Stored data:
************

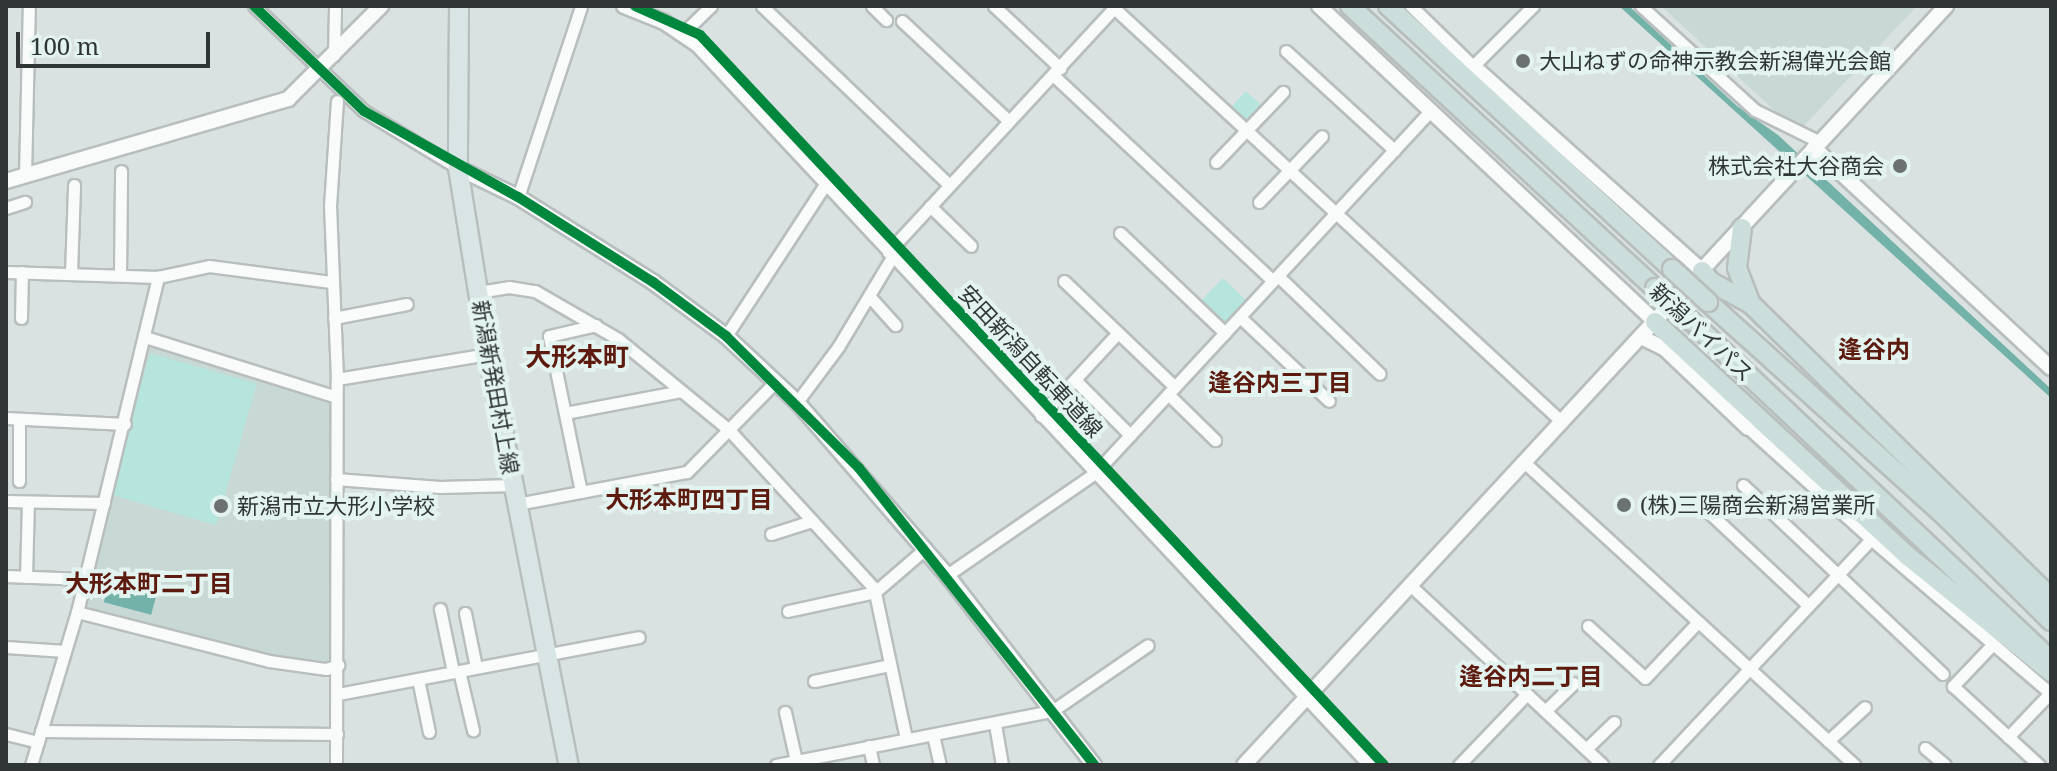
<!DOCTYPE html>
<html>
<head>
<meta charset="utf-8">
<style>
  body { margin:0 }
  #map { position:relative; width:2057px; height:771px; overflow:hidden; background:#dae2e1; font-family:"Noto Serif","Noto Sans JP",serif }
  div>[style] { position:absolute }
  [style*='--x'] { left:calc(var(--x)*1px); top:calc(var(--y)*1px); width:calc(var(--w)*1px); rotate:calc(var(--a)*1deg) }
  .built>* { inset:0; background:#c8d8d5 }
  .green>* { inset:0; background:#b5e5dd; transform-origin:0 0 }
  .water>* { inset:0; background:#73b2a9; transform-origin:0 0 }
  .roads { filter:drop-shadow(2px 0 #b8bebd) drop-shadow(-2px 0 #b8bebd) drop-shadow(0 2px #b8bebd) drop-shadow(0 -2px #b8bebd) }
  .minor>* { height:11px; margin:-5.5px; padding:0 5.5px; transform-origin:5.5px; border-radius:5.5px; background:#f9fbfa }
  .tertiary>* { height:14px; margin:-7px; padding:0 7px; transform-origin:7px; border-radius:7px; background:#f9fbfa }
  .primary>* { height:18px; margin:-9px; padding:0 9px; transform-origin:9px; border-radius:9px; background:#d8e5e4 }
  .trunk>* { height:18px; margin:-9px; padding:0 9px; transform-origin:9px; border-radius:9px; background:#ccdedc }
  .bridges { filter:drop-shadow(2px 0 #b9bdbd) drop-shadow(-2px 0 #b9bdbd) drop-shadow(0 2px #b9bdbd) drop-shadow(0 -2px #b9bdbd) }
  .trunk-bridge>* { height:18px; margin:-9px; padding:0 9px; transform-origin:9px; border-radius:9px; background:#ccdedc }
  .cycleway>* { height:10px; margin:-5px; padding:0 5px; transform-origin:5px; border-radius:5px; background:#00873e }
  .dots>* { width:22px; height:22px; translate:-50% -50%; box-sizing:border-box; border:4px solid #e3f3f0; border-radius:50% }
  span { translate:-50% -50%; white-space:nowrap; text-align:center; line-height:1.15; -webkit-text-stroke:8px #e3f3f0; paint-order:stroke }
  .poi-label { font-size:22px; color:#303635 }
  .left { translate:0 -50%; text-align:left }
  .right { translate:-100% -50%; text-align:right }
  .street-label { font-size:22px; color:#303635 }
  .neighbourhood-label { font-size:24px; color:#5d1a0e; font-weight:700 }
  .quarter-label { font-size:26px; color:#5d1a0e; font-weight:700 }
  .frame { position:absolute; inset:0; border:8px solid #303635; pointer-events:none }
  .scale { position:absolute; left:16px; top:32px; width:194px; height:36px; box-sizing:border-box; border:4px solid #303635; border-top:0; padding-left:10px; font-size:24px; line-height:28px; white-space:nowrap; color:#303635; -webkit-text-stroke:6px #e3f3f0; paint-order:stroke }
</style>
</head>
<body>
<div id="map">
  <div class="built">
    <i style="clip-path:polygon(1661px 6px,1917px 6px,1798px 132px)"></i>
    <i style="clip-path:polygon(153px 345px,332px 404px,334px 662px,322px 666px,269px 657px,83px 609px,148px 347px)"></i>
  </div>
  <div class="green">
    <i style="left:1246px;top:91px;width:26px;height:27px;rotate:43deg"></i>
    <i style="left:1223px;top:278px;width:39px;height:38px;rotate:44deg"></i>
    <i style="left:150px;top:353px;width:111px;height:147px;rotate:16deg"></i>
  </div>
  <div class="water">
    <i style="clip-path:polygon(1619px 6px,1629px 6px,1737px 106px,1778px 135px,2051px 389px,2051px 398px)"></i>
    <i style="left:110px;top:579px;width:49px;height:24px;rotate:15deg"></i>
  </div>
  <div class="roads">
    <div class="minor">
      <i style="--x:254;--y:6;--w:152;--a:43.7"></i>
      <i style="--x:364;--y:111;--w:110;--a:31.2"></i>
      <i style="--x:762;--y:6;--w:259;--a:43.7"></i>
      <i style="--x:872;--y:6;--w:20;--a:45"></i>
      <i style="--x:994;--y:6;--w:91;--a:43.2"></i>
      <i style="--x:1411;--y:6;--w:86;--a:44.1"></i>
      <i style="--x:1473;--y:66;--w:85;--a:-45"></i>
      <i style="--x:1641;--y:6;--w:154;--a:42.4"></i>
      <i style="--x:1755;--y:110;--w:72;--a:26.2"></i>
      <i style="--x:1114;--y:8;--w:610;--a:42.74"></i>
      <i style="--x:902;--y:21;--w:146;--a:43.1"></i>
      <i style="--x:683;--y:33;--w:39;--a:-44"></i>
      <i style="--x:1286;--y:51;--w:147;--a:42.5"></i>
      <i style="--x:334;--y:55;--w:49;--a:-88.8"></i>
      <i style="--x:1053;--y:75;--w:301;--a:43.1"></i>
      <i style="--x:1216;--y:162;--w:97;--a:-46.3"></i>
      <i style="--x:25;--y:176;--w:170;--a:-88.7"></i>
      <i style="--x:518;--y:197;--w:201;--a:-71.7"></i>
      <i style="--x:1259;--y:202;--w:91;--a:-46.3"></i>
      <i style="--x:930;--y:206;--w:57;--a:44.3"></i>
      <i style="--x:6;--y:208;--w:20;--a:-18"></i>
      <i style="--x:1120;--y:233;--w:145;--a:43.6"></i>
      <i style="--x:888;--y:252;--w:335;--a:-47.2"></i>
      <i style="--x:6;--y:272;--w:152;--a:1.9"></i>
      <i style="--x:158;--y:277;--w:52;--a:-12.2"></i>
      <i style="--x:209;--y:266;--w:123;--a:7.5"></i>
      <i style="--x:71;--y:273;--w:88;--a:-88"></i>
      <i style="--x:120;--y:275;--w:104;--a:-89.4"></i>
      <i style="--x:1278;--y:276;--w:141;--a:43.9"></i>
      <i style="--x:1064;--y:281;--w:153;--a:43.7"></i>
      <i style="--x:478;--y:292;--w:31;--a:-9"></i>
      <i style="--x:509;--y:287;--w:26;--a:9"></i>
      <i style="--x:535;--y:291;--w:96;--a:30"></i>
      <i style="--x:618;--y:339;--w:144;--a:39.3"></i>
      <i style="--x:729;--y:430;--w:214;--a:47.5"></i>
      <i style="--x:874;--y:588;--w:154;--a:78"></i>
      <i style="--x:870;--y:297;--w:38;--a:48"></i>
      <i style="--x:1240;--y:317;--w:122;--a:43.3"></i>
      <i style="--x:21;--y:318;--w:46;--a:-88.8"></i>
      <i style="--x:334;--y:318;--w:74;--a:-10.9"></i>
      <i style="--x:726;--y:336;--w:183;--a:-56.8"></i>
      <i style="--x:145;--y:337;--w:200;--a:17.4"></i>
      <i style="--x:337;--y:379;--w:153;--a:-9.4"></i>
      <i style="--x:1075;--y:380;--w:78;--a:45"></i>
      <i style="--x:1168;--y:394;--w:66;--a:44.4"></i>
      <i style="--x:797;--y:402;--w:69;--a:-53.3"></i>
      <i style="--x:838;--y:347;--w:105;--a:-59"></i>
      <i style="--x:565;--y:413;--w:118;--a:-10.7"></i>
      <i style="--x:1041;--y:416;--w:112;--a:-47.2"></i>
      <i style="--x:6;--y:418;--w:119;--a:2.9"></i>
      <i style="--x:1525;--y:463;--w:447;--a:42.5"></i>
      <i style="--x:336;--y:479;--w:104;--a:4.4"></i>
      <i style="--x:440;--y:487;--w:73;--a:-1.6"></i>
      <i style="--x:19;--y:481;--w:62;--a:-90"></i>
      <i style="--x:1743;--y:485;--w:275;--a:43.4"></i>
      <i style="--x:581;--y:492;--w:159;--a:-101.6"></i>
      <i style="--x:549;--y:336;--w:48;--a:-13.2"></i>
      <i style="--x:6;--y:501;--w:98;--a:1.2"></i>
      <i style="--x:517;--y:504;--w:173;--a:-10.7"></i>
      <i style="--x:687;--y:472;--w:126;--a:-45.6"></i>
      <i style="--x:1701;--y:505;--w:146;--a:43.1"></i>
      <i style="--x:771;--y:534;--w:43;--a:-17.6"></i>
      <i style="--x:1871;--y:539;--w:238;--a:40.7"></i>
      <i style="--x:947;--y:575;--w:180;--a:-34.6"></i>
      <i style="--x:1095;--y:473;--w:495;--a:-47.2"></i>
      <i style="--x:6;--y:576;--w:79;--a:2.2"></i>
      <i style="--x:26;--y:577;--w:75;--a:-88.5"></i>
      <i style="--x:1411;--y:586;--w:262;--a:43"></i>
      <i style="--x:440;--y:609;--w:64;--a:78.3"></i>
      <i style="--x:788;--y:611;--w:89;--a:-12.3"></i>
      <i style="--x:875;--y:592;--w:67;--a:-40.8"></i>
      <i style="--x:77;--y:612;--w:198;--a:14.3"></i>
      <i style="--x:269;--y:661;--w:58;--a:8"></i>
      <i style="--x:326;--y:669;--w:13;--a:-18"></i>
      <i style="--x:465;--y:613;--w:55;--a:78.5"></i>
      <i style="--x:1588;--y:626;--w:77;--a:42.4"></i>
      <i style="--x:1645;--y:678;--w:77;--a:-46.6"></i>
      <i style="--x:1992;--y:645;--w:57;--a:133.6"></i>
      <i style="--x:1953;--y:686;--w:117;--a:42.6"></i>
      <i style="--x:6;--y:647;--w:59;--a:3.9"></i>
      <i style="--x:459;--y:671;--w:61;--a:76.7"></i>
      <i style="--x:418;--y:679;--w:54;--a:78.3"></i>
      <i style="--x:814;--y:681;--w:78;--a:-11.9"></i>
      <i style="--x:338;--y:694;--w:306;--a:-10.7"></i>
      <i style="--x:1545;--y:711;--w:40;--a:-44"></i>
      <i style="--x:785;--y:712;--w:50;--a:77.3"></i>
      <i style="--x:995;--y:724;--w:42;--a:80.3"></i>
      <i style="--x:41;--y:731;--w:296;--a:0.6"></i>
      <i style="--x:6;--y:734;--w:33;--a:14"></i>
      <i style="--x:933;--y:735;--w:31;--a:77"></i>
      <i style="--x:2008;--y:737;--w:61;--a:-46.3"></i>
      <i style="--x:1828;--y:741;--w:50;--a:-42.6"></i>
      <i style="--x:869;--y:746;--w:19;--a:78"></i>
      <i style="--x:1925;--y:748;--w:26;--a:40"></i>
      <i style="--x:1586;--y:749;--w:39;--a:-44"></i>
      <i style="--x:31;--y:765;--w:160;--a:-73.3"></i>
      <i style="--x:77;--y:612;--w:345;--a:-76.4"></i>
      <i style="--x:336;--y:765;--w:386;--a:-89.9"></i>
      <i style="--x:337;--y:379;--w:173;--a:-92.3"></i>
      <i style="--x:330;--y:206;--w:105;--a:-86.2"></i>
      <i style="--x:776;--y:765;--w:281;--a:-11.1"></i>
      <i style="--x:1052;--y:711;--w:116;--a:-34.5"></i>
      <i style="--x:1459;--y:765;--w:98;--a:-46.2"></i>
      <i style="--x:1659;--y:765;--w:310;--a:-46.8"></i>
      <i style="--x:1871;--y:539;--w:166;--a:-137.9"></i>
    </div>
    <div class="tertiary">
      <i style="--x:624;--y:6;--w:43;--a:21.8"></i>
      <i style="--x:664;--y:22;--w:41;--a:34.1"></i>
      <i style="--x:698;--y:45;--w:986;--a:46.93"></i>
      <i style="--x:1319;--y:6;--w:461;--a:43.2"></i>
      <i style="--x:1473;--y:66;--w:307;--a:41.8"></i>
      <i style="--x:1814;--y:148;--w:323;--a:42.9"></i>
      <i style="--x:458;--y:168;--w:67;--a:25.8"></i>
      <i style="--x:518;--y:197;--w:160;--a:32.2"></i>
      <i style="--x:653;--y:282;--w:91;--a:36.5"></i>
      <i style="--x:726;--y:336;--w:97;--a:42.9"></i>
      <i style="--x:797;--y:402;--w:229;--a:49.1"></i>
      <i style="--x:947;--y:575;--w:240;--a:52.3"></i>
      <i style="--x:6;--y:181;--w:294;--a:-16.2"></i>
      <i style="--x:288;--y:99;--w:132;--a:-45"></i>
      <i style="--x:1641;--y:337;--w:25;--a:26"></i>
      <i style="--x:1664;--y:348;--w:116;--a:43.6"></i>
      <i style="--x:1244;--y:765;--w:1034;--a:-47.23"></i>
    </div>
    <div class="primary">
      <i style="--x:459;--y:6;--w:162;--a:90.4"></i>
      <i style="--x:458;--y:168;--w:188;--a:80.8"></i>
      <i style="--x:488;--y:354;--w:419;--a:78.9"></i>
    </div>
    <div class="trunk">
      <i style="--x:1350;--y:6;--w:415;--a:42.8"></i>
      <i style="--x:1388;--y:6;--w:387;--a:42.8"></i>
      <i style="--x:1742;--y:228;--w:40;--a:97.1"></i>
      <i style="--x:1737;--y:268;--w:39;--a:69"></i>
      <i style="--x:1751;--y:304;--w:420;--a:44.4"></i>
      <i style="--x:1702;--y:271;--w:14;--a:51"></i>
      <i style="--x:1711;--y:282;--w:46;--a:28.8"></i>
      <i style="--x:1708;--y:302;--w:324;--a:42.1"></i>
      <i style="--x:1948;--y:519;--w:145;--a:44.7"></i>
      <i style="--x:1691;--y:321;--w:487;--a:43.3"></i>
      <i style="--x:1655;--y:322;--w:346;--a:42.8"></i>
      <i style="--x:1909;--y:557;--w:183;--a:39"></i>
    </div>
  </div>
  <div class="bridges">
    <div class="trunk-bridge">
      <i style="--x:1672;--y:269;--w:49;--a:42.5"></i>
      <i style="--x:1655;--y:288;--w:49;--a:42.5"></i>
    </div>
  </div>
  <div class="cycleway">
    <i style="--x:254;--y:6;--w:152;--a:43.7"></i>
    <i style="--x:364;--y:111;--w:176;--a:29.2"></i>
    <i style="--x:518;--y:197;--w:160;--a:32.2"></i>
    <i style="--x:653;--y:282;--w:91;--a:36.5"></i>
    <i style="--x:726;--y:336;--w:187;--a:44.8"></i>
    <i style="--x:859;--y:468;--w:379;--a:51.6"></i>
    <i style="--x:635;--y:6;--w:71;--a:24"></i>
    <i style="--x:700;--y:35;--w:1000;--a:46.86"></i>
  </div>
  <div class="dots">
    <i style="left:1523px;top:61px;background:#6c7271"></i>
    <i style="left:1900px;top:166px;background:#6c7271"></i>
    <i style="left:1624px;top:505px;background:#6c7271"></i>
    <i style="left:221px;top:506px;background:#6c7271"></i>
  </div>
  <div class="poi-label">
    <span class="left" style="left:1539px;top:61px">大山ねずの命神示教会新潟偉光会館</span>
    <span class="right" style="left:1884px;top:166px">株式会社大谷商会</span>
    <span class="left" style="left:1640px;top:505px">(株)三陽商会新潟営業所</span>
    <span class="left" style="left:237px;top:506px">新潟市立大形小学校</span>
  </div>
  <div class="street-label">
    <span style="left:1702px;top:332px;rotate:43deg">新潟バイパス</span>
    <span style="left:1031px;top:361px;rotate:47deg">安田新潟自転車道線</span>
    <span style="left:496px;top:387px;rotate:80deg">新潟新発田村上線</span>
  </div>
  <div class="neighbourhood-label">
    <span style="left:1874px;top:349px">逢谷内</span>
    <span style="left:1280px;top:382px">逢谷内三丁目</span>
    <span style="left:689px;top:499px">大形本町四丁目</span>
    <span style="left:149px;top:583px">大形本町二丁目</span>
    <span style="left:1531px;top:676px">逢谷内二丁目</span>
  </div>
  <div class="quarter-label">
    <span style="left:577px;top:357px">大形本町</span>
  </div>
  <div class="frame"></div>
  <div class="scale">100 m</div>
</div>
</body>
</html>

************

State how many lines of the entries contain the word "roads". Nothing besides the number belongs in the reply.

2